Pellets of KOH and nickel nitrate hexahydrate (Ni(NO3)2·6H2O) were obtained from Sigma Aldrich, which were used directly without any refinement. The aloe vera leaves were brought from a local market in Hisar, Haryana. The aloe vera leaves were taken and washed with distilled (DI) water, removed from the upper green layer and then cut into fine pieces. Finally, the extract was ground to form a colloidal suspension. Initially, 20 g of aloe vera colloidal suspension was added into 100 ml DI water and put into a magnetic stirrer at 75 °C for 1 h to form a transparent solution. After that, 10 g of Ni(NO3)2·6H2O was put into the transparent solution and boiled until it became a green paste. The consequent green gel was heated at 400 °C in a muffle furnace for 2 h in order to get NiO NPs (Eq. 7) as depicted in Fig. 5.

Figure 5
figure 5

Schematic diagram of green synthesis process of NiO. NPs.

$${Ni({NO}_{3})}_{2} \xrightarrow{Aloe\, vera\, extract}{\to } Ni {(OH)}_{2} \xrightarrow{Calcined\, at\, 400^\circ\, C} NiO$$
(7)

Material characterizations

The structural properties of synthesized material i.e., NiO NPs were studied using XRD, having monochromatic radiation with Cu Kα radiations varying 2θ from 5° to 90°. This diffractometer was used to calculate crystallite size and phase composition with known wavelength (λ = 1.54 Å) of X-ray using a powder sample. The FT-IR spectrum was recorded to find the vibrational modes present in the material using potassium bromide between wavenumber from 4000 to 400 cm−1. The morphology of the material was investigated using FE-SEM 1 µm and 100 nm at 15 kV accelerating voltage and TEM at 1µm and 100nm scales. A UV/vis spectrophotometer with a 200–800 nm wavelength range was used to evaluate the optical absorbance of the synthesized NPs after being dispersed in DI water. All the methods were carried out in accordance with relevant Institutional guidelines and regulations.

Electrochemical measurements

All electrochemical analysis was done using CV, GCD and EIS in 2 M KOH as an electrolyte.

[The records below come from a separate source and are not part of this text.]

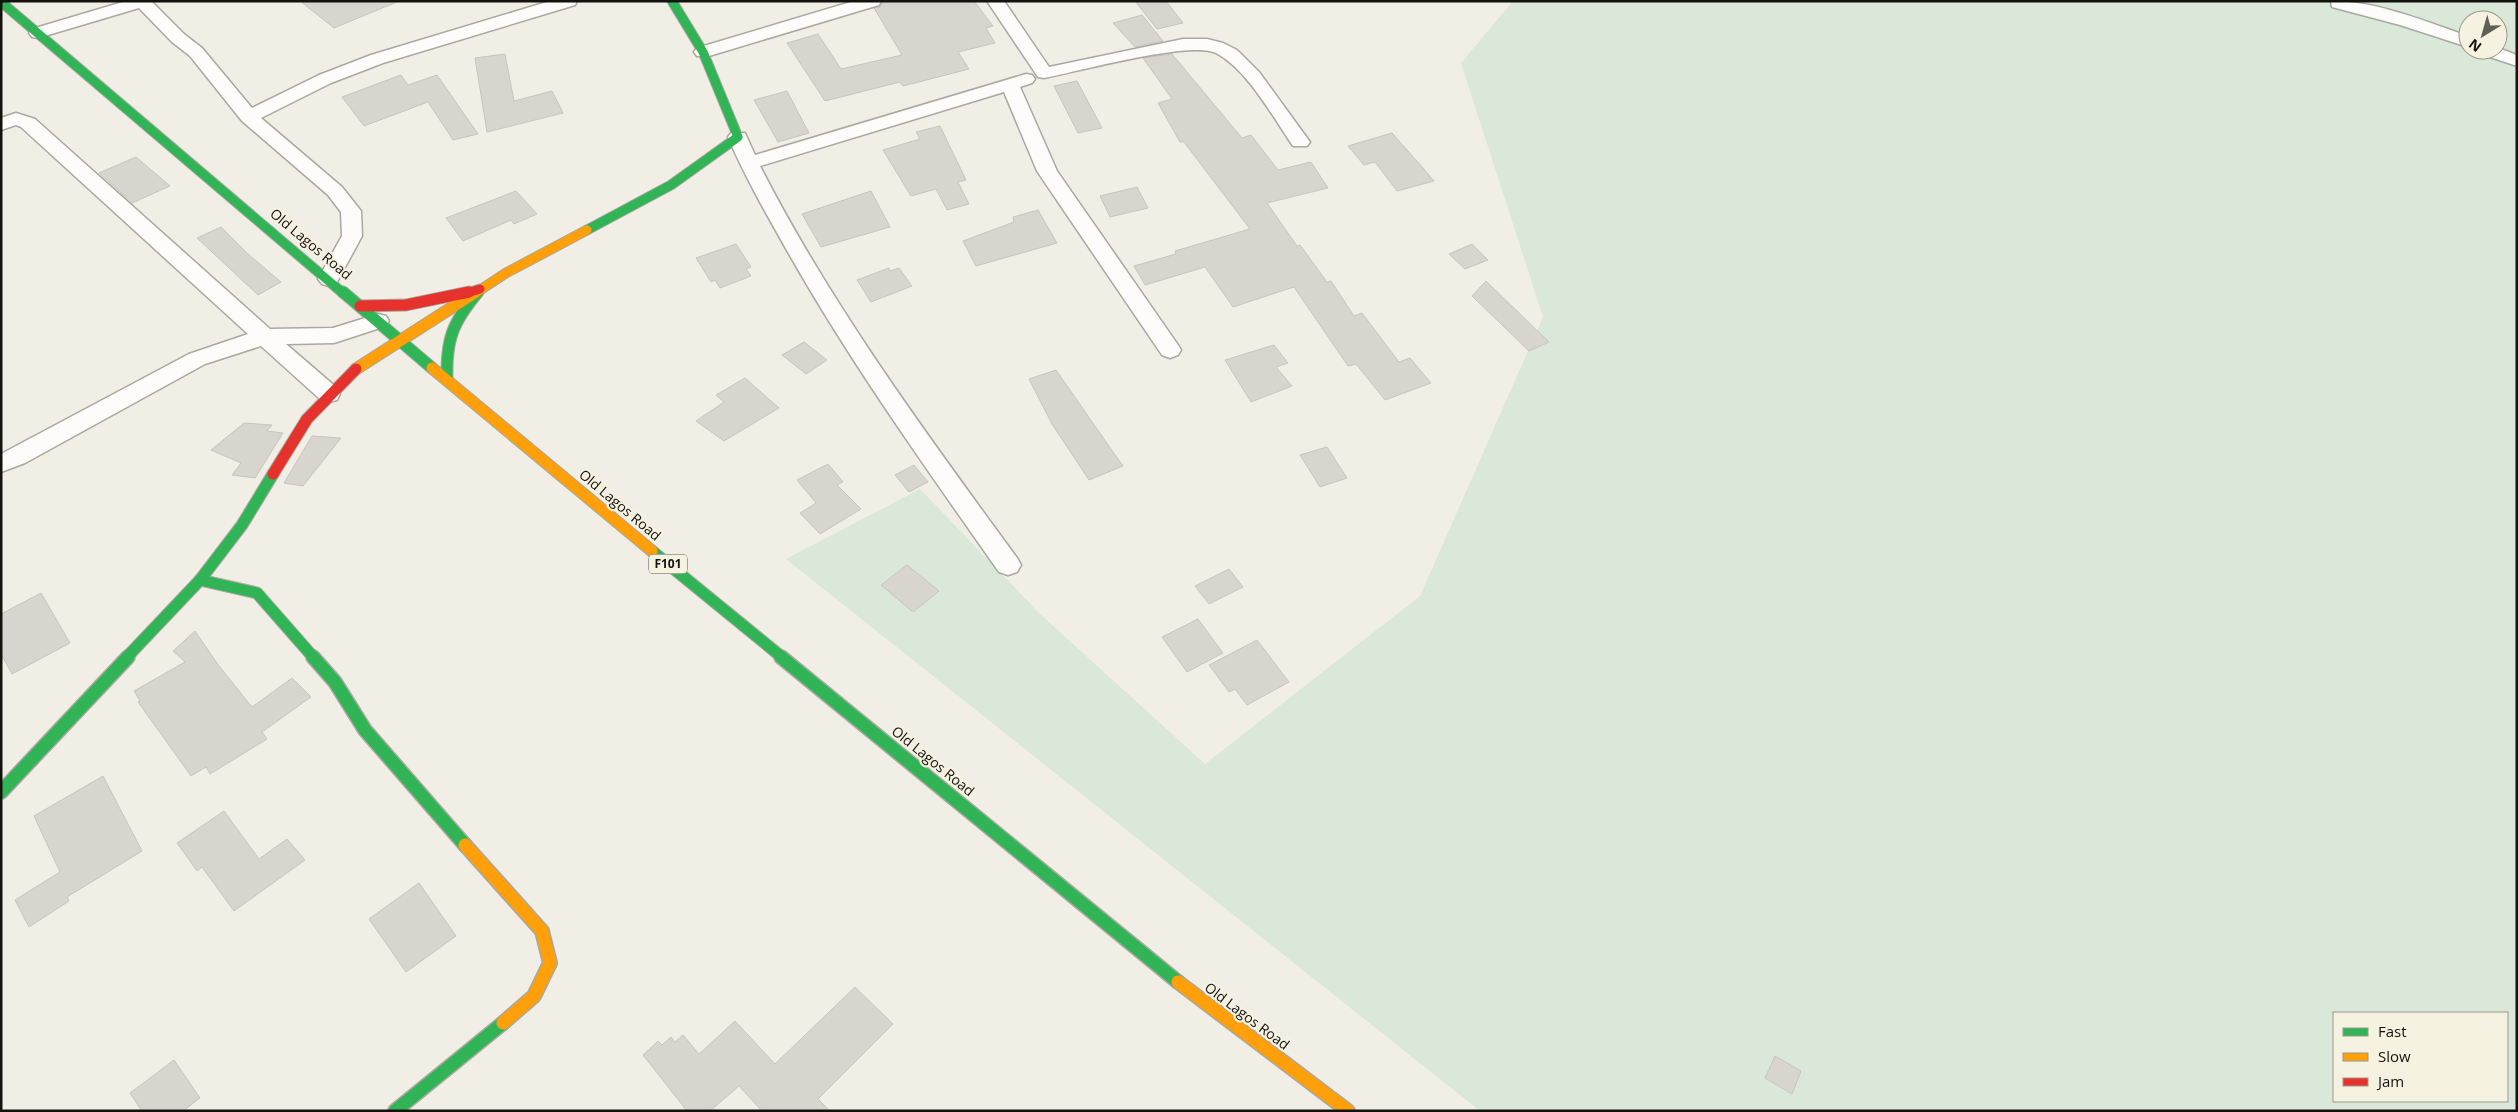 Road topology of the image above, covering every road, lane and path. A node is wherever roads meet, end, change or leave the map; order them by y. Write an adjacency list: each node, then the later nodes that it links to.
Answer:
1 (569, 1): 13 (street)
2 (672, 1): 10 (main road)
3 (873, 1): 10 (street)
4 (995, 1): 11 (street)
5 (1, 2): 8 (main road, Old Lagos Road / F101)
6 (142, 2): 8 (street); 13 (street)
7 (2338, 4): 9 (street)
8 (38, 33): 18 (main road, Old Lagos Road / F101)
9 (2458, 39)
10 (703, 52): 15 (main road)
11 (1044, 73): 12 (street); 16 (street)
12 (1010, 85): 17 (street); 24 (street)
13 (249, 117): 18 (street)
14 (1, 124): 22 (street)
15 (738, 137): 17 (street); 19 (main road)
16 (1300, 142)
17 (748, 163): 28 (street)
18 (329, 280): 20 (main road, Old Lagos Road / F101)
19 (480, 290): 20 (main road); 23 (main road); 25 (main road)
20 (360, 306): 21 (main road, Old Lagos Road / F101)
21 (378, 321): 22 (street); 23 (main road, Old Lagos Road / F101)
22 (264, 337): 26 (street); 27 (street)
23 (400, 340): 25 (main road, Old Lagos Road / F101); 26 (main road)
24 (1170, 350)
25 (447, 380): 32 (main road, Old Lagos Road / F101)
26 (329, 394): 29 (main road)
27 (1, 463)
28 (1008, 565)
29 (200, 580): 30 (main road); 31 (main road)
30 (1, 792)
31 (395, 1111)
32 (1348, 1111)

Employing the potentiostat galvanostat (PGSTAT M204, Metrohm Autolab B.V., The Netherlands) within a three-electrode setup, electrochemical characteristics were investigated using the NOVA 2.0 software at ambient temperature. The reference electrode was a saturated Ag/AgCl, while a platinum wire was the auxiliary electrode. For the working electrode, a blend of active material (NiO NPs), activated charcoal and PVDF (binder) was formulated in an 8:1:1 ratio. To create a uniform slurry, a small quantity of N-methyl-2-pyrrolidinone (organic solvent) was added to the mixture, which was then stirred at room temperature for 24 h. Then prepared slurry was deposited into a pre-cleaned graphite sheet substrate (serves as a current collector) on a 1 × 1 cm2 area and vacuum oven dried for 24 h at 70 °C. The CV curve was observed at various scan rates (1, 5, 10, 20, 50 mV s−1) in a voltage window of 1V. The specific capacitance (Cs) from the CV curves was calculated using the equation shown below44:

$${C}_{s}=\frac{1}{ms (Vf-Vi)}\underset{Vi}{\overset{Vf}{\int }}I\left(V\right) dv$$
(8)

where m denotes the deposited mass on the substrate, s is the scan rate, Vf and Vi are final and initial voltage and I(V) show the current response, respectively.

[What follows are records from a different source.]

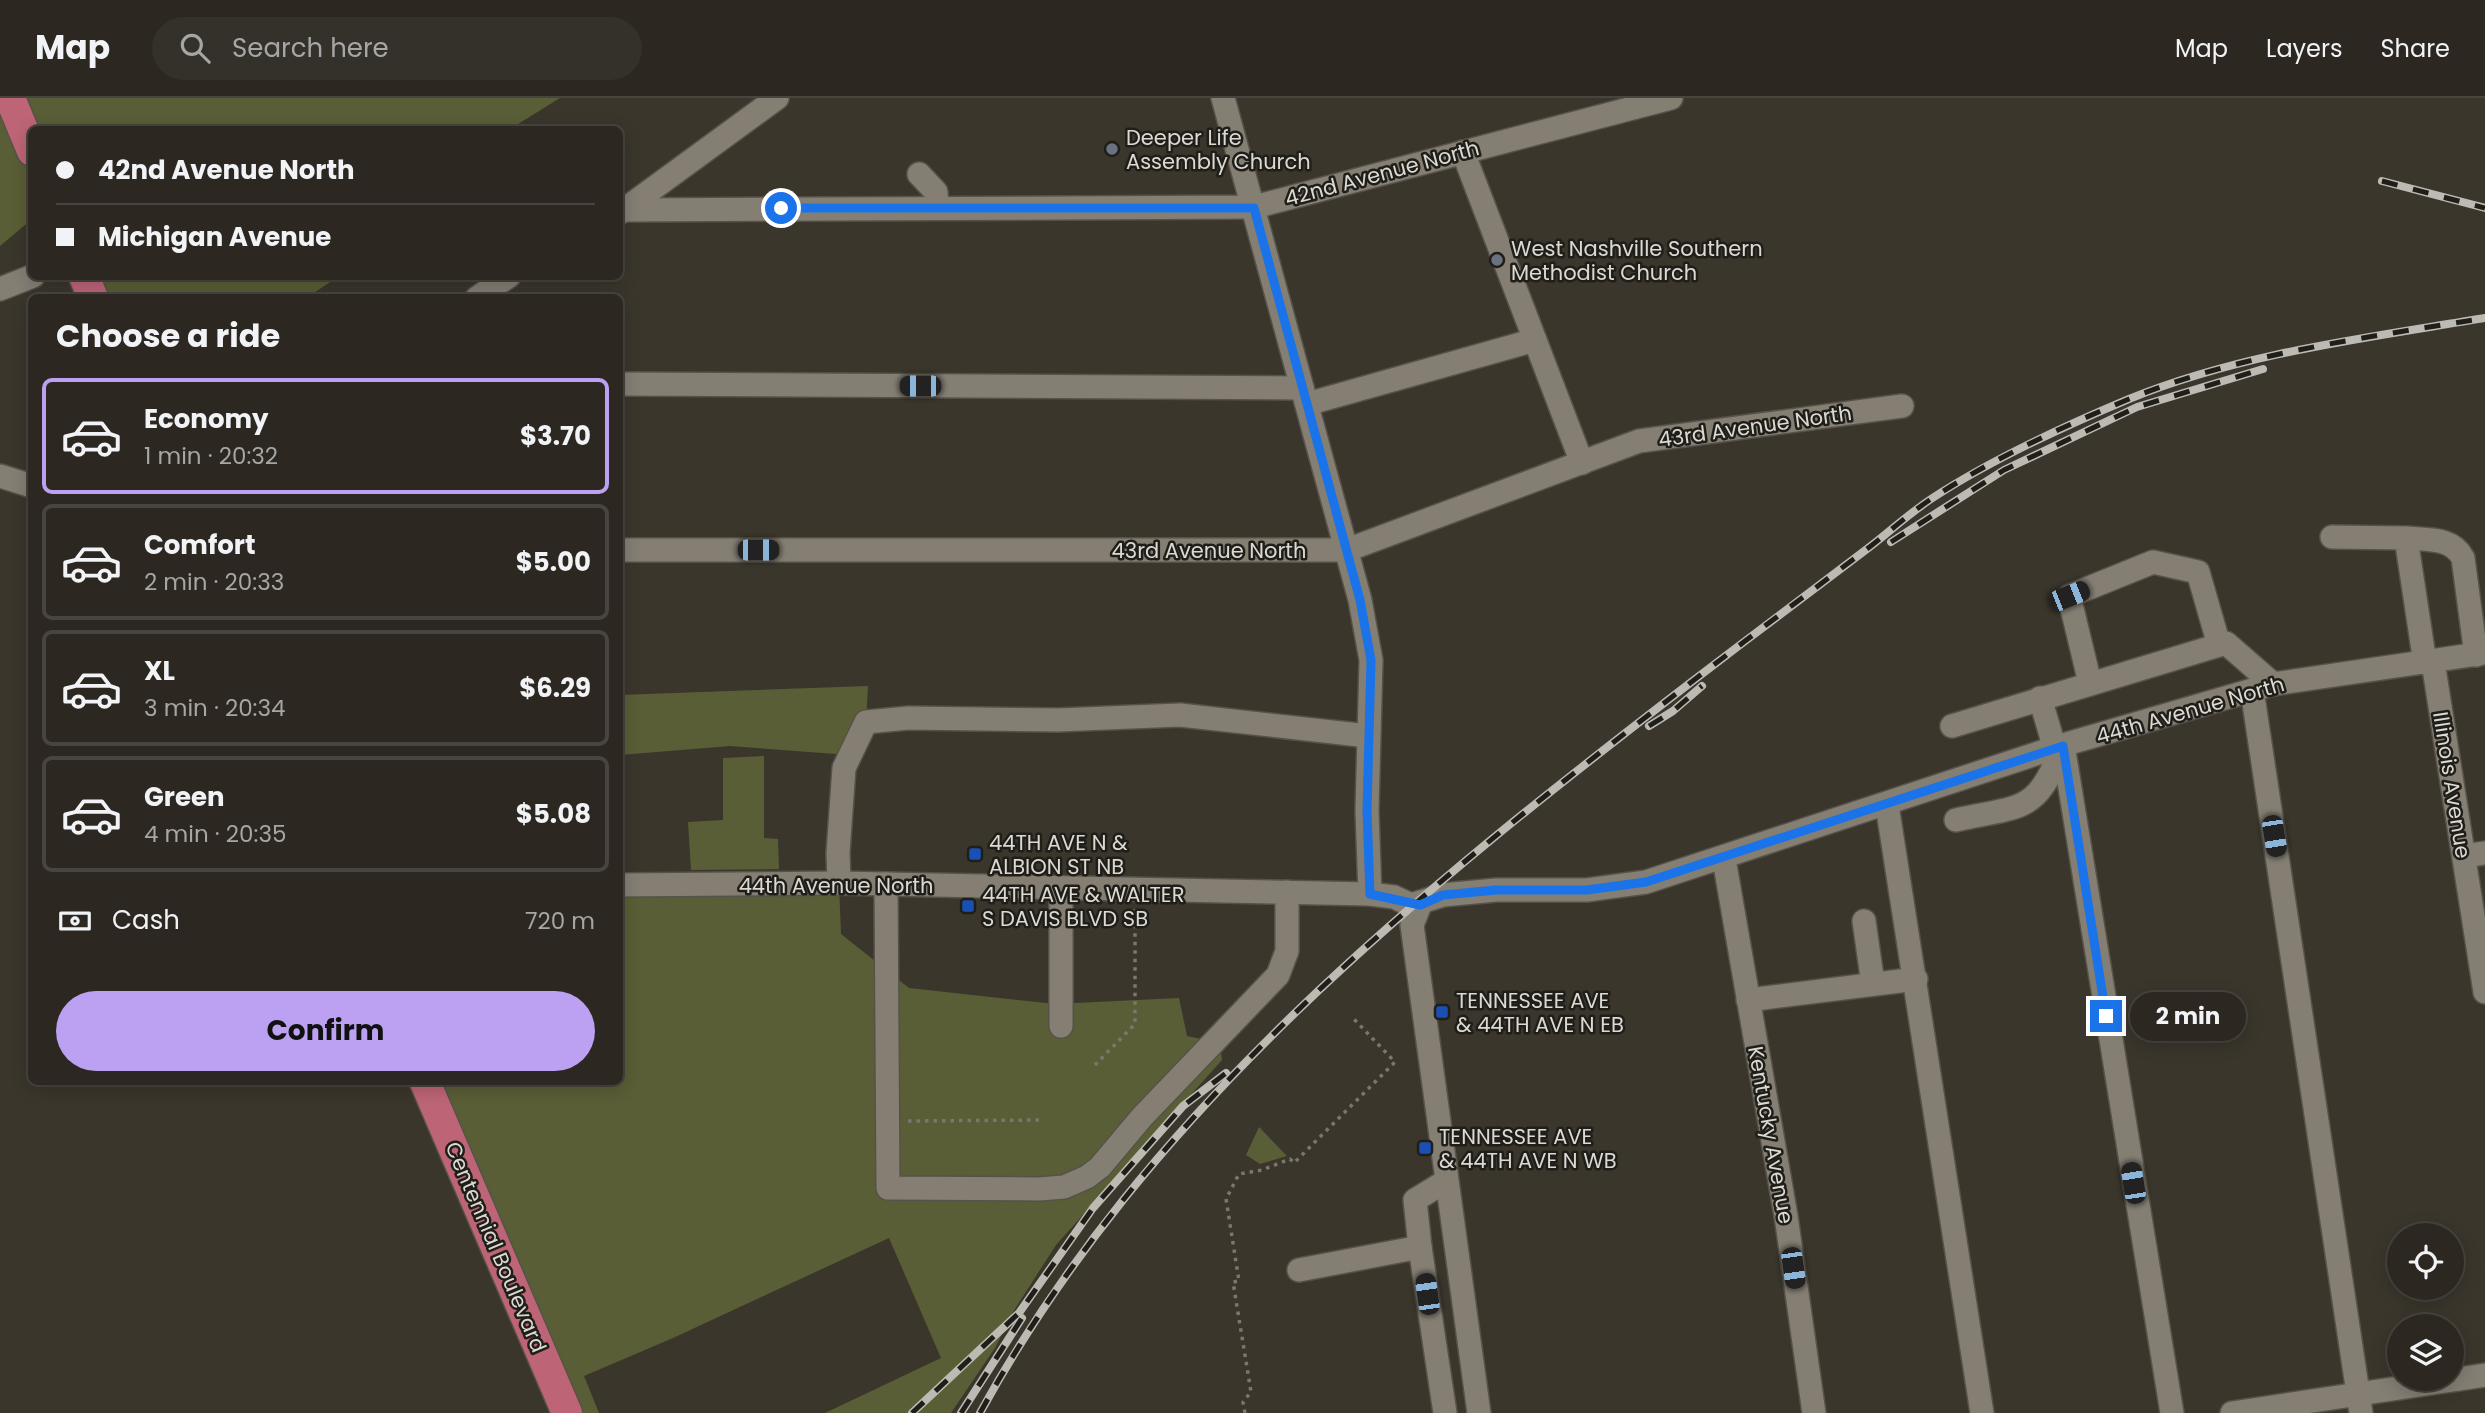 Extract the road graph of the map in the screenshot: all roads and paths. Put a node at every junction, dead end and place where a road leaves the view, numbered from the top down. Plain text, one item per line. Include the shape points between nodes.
1 (10, 98) edge
2 (777, 98) edge
3 (1223, 98) edge
4 (1671, 98) edge
5 (28, 141) edge
6 (1463, 152) junction
7 (919, 174) dead end
8 (937, 207) junction
9 (1254, 208) junction
10 (623, 210) edge
11 (623, 211) edge
12 (28, 278) edge
13 (503, 280) edge
14 (0, 289) edge
15 (484, 294) edge
16 (1535, 340) junction
17 (623, 384) edge
18 (1305, 396) junction
19 (1902, 406) dead end
20 (1582, 463) junction
21 (0, 476) edge
22 (28, 485) edge
23 (2332, 537) dead end
24 (2406, 538) junction
25 (623, 550) edge
26 (1347, 550) junction
27 (2219, 645) junction
28 (2481, 654) edge
29 (2429, 662) junction
30 (2090, 683) junction
31 (2263, 687) junction
32 (2040, 698) junction
33 (1952, 726) dead end
34 (1368, 736) junction
35 (2059, 747) junction
36 (1888, 805) junction
37 (1956, 820) dead end
38 (2474, 855) edge
39 (1724, 859) junction
40 (839, 883) junction
41 (886, 884) junction
42 (623, 885) edge
43 (1061, 888) junction
44 (1287, 892) junction
45 (1370, 894) junction
46 (1420, 905) junction
47 (1135, 909) dead end
48 (1864, 921) dead end
49 (1916, 979) junction
50 (1873, 984) junction
51 (2485, 992) edge
52 (1748, 1000) junction
53 (1352, 1017) dead end
54 (1061, 1026) dead end
55 (1095, 1065) dead end
56 (426, 1085) edge
57 (908, 1121) dead end
58 (1040, 1121) dead end
59 (1446, 1181) junction
60 (1420, 1247) junction
61 (1299, 1270) dead end
62 (2485, 1376) edge
63 (2360, 1404) edge
64 (567, 1413) edge
65 (1245, 1413) edge
66 (1445, 1413) edge
67 (1479, 1413) edge
68 (1814, 1413) edge
69 (1982, 1413) edge
70 (2172, 1413) edge
71 (2232, 1413) edge

1 - 5 main road
2 - 10 street
3 - 9 street
4 - 6 street, 42nd Avenue North
6 - 9 street, 42nd Avenue North
6 - 16 street
7 - 8 street via 936,192
8 - 9 street, 42nd Avenue North
8 - 11 street, 42nd Avenue North
9 - 18 street
12 - 14 street
13 - 15 street
16 - 18 street
16 - 20 street
17 - 18 street
18 - 26 street
19 - 20 street, 43rd Avenue North via 1639,442
20 - 26 street, 43rd Avenue North
21 - 22 street
23 - 24 street
24 - 28 street via 2458,548
24 - 29 street, Illinois Avenue
25 - 26 street, 43rd Avenue North
26 - 34 street via 1371,660
27 - 30 street
27 - 30 street via 2199,572 2153,562 2069,596
27 - 31 street via 2226,643
28 - 29 street, 44th Avenue North
29 - 31 street, 44th Avenue North
29 - 38 street, Illinois Avenue
30 - 32 street
31 - 35 street, 44th Avenue North
31 - 63 street
32 - 33 street
32 - 35 street
34 - 40 street via 1181,715 866,722 844,768
34 - 45 street
35 - 36 street, 44th Avenue North
35 - 37 street via 2044,789 2032,801
35 - 70 street
36 - 39 street, 44th Avenue North
36 - 49 street
38 - 51 street, Illinois Avenue
39 - 46 street, 44th Avenue North via 1646,882 1587,890 1443,895
39 - 52 street, Kentucky Avenue
40 - 41 street, 44th Avenue North
40 - 42 street, 44th Avenue North
41 - 43 street, 44th Avenue North
41 - 44 street via 888,1188 1039,1189 1064,1187 1087,1177 1278,975 1287,951
43 - 44 street, 44th Avenue North
43 - 54 street
44 - 45 street, 44th Avenue North
45 - 46 street, 44th Avenue North
46 - 59 street via 1412,925
47 - 55 path via 1135,1024
48 - 50 street
49 - 50 street
49 - 69 street
50 - 52 street
52 - 68 street, Kentucky Avenue
53 - 65 path via 1395,1062 1294,1163 1290,1159 1239,1174 1226,1199 1239,1281 1233,1282 1251,1392 1243,1402
56 - 64 main road, Centennial Boulevard
57 - 58 path
59 - 60 street via 1415,1200
59 - 67 street
60 - 61 street
60 - 66 street
62 - 63 street
63 - 71 street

Furthermore, the charging and discharging were examined at different current densities (0.76, 1.53, 2.3, 3.9 and 6.2 A g−1) and the specific capacitance (Cs) from GCD plots was calculated using the following equation45:

$${C}_{s}=\frac{I\times \Delta t}{m\times \Delta V}$$
(9)

where m denotes the mass deposited on the substrate, \(\Delta V\) is voltage window and I show the current response, and \(\Delta t\) is discharging time, respectively.

Subsequently, EIS was performed by varying frequency from 0.01 to 105 Hz of the working electrode at an amplitude of 5 mV.

Then, the symmetric device was fabricated integrating anode and cathode with active material and electrodes were isolated using Whatman filter paper, which had been soaked in a 2 M KOH electrolyte and then sealed with insulating tape. An equal surface area (1 × 1 cm2) of active material was deposited on both electrodes.

The electrochemical behaviour of the symmetric device was also examined by CV, GCD and EIS measurements. To perform electrochemical analysis, a two-electrode setup was employed with each consisting of the same material NiO NPs with the same charge capacity. The CV curve was obtained at various scan rates viz. 5, 10, 20, 50,100, 150 and 200 mV s−1 with a voltage window of 1.2 V. The charging-discharging of the device was recorded at 1–10 A g−1 current density based on the mass loaded on the electrode. The specific capacitance (Cs) was estimated by Eq. (10) and further energy density (ES) and power density (PS) was then determined from the Cs as given in Eqs. (11) and (12).

$${C}_{s}=\frac{2\times I\times \Delta t}{m\times \Delta V}$$
(10)
$${E}_{s}=\frac{Cs{\times \Delta V}^{2}}{2\times 3.6}$$
(11)
$${P}_{s}=\frac{{E}_{s}\times 3600 }{\Delta t}$$
(12)

where I is the charging/discharging current, Δt denotes the time of complete discharge, m represents mass deposited on both electrodes and ΔV signifies the voltage window.

Conclusions

The successful synthesis of NiO NPs was achieved through an eco-friendly approach by utilizing a sustainable method involving Aloe vera plant extract as a reducing agent. The confirmation of NiO NP production was validated by XRD and FTIR spectra analyses. The resulting material exhibited remarkable electrochemical performance, having a significant specific capacitance of approximately 462 F g−1 at a scan rate of 1 mV s−1 and 336 F g−1 at a current density of 0.76 A g−1. Moreover, the application of NiO NPs in a symmetric device showed fascinating results such as a specific capacitance of 239 F g−1, a specific energy density of 47.8 Wh kg−1 and a power density of 545 W kg−1 within a 1.2 V voltage window. The device also maintained an excellent retention capacity of 89% after 2000 GCD cycles with 114% coulombic efficiency at a current of 10 A g−1. The novelty of this approach combines sustainable materials with the benefits principle of green synthesis, which involves utilizing simple, low-cost, low-temperature, environmentally friendly, economical and greener solvents. The NiO NPs that were produced have the potential to be employed as electrode materials in electrochemical energy storage systems due to the high density of faradic activities.